● **What you will do**
An exact copy of every record, without the pictures, is what should come back.
───── Exercise data ─────
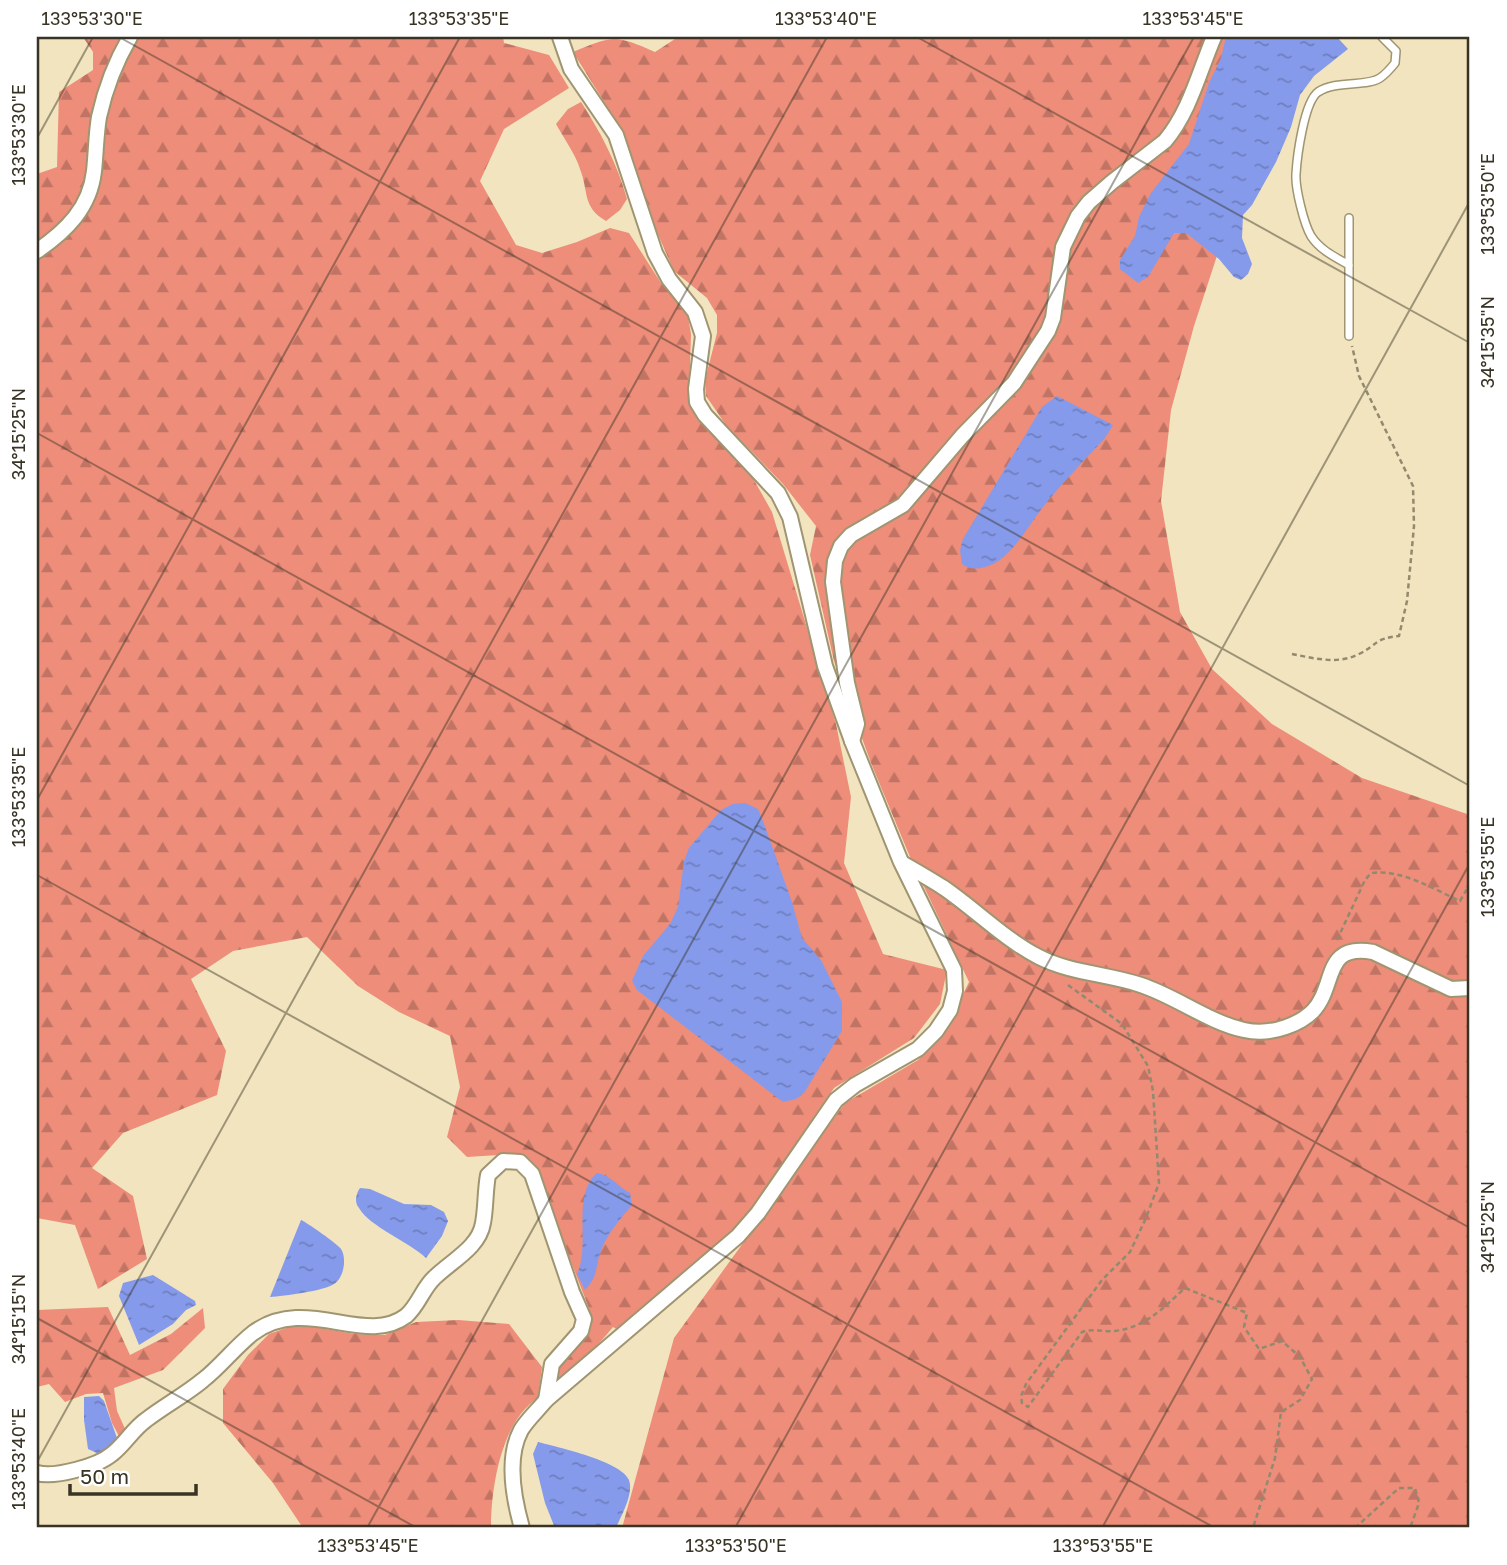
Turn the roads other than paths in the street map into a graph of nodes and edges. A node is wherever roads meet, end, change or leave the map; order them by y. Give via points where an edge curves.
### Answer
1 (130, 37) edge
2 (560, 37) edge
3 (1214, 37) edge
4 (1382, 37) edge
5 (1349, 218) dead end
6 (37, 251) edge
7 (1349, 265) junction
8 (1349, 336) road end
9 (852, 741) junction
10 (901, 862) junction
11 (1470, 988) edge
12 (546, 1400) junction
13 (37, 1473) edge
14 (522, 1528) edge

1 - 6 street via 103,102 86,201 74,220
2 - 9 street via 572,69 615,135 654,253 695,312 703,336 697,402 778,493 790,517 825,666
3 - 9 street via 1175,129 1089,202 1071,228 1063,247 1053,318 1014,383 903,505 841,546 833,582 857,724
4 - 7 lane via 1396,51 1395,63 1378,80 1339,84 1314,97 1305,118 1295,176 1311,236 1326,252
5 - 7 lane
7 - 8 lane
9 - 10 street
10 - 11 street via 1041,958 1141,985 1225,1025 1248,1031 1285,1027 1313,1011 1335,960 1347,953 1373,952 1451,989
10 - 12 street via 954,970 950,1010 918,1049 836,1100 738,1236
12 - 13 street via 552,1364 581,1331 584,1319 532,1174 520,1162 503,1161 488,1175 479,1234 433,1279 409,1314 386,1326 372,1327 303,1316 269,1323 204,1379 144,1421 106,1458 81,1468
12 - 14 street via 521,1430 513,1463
─────
● **Solution**
Turn the roads other than paths in the street map into a graph of nodes and edges. A node is wherever roads meet, end, change or leave the map; order them by y. Give via points where an edge curves.
### Answer
1 (130, 37) edge
2 (560, 37) edge
3 (1214, 37) edge
4 (1382, 37) edge
5 (1349, 218) dead end
6 (37, 251) edge
7 (1349, 265) junction
8 (1349, 336) road end
9 (852, 741) junction
10 (901, 862) junction
11 (1470, 988) edge
12 (546, 1400) junction
13 (37, 1473) edge
14 (522, 1528) edge

1 - 6 street via 103,102 86,201 74,220
2 - 9 street via 572,69 615,135 654,253 695,312 703,336 697,402 778,493 790,517 825,666
3 - 9 street via 1175,129 1089,202 1071,228 1063,247 1053,318 1014,383 903,505 841,546 833,582 857,724
4 - 7 lane via 1396,51 1395,63 1378,80 1339,84 1314,97 1305,118 1295,176 1311,236 1326,252
5 - 7 lane
7 - 8 lane
9 - 10 street
10 - 11 street via 1041,958 1141,985 1225,1025 1248,1031 1285,1027 1313,1011 1335,960 1347,953 1373,952 1451,989
10 - 12 street via 954,970 950,1010 918,1049 836,1100 738,1236
12 - 13 street via 552,1364 581,1331 584,1319 532,1174 520,1162 503,1161 488,1175 479,1234 433,1279 409,1314 386,1326 372,1327 303,1316 269,1323 204,1379 144,1421 106,1458 81,1468
12 - 14 street via 521,1430 513,1463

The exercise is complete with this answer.